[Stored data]

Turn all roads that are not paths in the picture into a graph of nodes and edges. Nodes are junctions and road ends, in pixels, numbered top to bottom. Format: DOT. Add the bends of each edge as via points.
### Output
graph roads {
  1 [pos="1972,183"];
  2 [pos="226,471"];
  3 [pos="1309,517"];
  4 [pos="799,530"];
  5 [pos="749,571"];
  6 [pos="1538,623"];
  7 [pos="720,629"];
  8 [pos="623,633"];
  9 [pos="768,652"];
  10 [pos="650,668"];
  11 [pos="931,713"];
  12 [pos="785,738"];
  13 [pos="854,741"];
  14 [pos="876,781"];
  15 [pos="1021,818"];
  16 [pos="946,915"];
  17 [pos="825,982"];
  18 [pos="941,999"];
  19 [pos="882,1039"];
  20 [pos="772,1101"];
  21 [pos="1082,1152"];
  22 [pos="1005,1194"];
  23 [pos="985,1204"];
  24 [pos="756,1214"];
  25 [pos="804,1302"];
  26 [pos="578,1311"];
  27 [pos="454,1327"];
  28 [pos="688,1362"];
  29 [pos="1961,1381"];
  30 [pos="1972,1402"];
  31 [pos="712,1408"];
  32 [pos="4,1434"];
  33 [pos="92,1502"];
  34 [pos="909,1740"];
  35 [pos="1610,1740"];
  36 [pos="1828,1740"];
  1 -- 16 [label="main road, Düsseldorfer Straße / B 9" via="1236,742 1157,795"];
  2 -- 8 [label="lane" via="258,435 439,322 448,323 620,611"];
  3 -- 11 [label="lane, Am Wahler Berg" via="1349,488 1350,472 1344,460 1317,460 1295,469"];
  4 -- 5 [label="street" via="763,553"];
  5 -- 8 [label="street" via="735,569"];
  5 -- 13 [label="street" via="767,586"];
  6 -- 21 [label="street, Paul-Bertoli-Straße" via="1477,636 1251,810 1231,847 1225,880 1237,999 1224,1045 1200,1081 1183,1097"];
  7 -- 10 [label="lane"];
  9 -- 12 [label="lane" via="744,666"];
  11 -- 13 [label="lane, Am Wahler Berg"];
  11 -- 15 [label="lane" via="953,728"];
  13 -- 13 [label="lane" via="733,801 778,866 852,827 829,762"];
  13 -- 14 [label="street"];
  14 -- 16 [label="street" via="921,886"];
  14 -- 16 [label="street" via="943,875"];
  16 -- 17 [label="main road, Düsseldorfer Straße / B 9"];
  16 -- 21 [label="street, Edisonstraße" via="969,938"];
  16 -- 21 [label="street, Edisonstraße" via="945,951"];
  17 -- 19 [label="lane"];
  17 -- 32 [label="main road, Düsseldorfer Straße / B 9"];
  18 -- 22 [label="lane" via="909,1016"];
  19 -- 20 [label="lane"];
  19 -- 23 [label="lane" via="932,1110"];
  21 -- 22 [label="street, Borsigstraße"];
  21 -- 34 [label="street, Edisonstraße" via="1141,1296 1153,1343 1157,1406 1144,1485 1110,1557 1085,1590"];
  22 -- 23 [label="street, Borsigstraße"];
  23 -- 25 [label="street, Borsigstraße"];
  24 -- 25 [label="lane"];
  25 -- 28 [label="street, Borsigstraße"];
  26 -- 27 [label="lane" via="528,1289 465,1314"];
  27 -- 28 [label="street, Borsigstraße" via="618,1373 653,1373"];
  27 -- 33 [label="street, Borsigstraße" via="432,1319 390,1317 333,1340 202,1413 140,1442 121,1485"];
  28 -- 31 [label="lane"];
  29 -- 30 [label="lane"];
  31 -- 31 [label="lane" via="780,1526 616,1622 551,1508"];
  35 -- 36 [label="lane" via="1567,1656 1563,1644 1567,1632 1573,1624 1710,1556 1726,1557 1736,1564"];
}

§ **TASK GOAL**
Copy out each line of the records where the string "Edisonstraße" appears.

§ **OUTPUT FOR THIS TASK**
  16 -- 21 [label="street, Edisonstraße" via="969,938"];
  16 -- 21 [label="street, Edisonstraße" via="945,951"];
  21 -- 34 [label="street, Edisonstraße" via="1141,1296 1153,1343 1157,1406 1144,1485 1110,1557 1085,1590"];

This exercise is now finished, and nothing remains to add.